Stories create emotional engagement and make abstract sociological patterns feel human and concrete for a general audience. They appeal to pathos, making the argument harder to dismiss because readers feel connected to the real people involved.

400

Katniss's stylist Cinna is different from every other Capitol character she encounters. Who is he, and what does Collins argue through his relationship with Katniss?

Cinna is Katniss's Capitol stylist. He treats her as a person with dignity rather than a product to be exploited, using his art to give her symbolic power and visibility. Collins argues through him that individuals embedded in corrupt systems can still choose humanity over complicity.

400

President Snow barely appears in Book 1. What is Collins's argument through his near-absence — what does it suggest about how the Capitol's power operates?

Collins argues that the Capitol's power is structural and systemic — it doesn't need a single visible villain to function. The system enforces itself through the Reaping, the tesserae, the peacekeepers, the broadcast. Snow barely having to show up is the point: when oppression is fully built into society's structure, the oppressor doesn't need to be present

400

What is the power-distance index, how did a high PDI contribute to Korean Air's crash rate in the 1990s, and what fixed the problem?

The power-distance index (PDI) measures how much a culture accepts unequal distribution of power and expects subordinates to defer to authority without challenge. Korean Air had a high-PDI cockpit culture where co-pilots could not directly challenge a captain's errors. After the airline adopted communication protocols that flattened the hierarchy, the crash rate dropped to the industry standard.

500

In Chapter 9, Gladwell uses KIPP Academy to argue that the achievement gap between wealthy and low-income students has one primary cause. What is it, and why does this challenge the common assumption about what drives the gap?

Unequal access to summer learning time — not school quality and not student ability.

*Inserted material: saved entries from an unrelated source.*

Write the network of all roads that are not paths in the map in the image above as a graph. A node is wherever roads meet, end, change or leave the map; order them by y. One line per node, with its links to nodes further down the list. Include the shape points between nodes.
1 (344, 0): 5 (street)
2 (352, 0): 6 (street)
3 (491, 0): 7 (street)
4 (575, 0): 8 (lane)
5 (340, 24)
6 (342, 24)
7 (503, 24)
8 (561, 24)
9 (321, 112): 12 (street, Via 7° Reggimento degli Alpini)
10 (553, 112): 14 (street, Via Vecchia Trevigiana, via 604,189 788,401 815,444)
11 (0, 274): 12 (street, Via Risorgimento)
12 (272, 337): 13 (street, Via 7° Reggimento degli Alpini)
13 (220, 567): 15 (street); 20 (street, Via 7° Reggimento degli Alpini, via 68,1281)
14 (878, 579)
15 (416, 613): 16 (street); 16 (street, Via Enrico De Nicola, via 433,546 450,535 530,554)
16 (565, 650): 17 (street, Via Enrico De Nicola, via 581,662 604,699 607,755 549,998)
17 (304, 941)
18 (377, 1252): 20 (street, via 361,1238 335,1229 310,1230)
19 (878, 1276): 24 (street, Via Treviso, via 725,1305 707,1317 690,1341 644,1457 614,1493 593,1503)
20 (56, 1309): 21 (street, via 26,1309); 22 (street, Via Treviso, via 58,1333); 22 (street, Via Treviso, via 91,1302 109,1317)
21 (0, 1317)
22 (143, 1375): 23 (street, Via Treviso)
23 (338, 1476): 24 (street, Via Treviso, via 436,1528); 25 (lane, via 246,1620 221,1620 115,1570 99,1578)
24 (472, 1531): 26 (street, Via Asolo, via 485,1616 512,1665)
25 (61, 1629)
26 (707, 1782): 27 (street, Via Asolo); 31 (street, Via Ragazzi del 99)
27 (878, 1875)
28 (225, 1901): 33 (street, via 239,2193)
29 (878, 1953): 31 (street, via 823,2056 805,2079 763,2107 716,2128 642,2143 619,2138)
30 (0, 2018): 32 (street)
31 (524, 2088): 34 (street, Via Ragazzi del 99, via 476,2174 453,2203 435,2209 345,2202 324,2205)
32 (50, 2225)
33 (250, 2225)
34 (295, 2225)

KIPP extends the school year and day, and the gap closes. This challenges the assumption that low-income students underperform because of worse schools or lower ability.

500

Gladwell's Chapter 8 argument connecting rice farming to math achievement is his most logically vulnerable. What is the specific criticism, and what does it mean?

Correlation does not equal causation. Gladwell shows that rice-farming cultures and high math achievement co-occur, but he cannot prove that one directly causes the other. Two things happening together does not mean one is responsible for the other.

500

Katniss is emotionally detached and flat throughout most of the novel. What does Collins argue through this — and why is it important that it is NOT framed as a personal flaw?

Collins argues that poverty and systemic oppression force individuals to suppress emotional connection as a basic survival requirement. By presenting it as a survival strategy rather than a flaw, Collins makes the argument that the Capitol's system produces psychological damage in the people it controls — the damage is the system's fault, not Katniss's.

500

After Rue dies, Katniss covers her body with flowers. Why is this moment politically significant in Collins's argument — not just emotionally significant?

Katniss refuses to let the Capitol reduce Rue to a body count. It is a small, deliberate act of human dignity that resists the Capitol's dehumanization of tributes. Collins argues that resistance to an oppressive system can begin through exactly this kind of act — you don't need a weapon to defy a system that depends on dehumanization.

500

What is the difference between convergent and divergent thinking, and why does this distinction matter for Gladwell's argument about IQ and success?

Convergent thinking seeks a single correct answer and is what traditional IQ tests measure. Divergent thinking generates many possible solutions and is associated with creativity. The distinction matters because Gladwell argues that IQ — which measures convergent thinking — stops predicting success past the intelligence threshold. Divergent thinking and practical intelligence are what differentiate highly successful people beyond that point.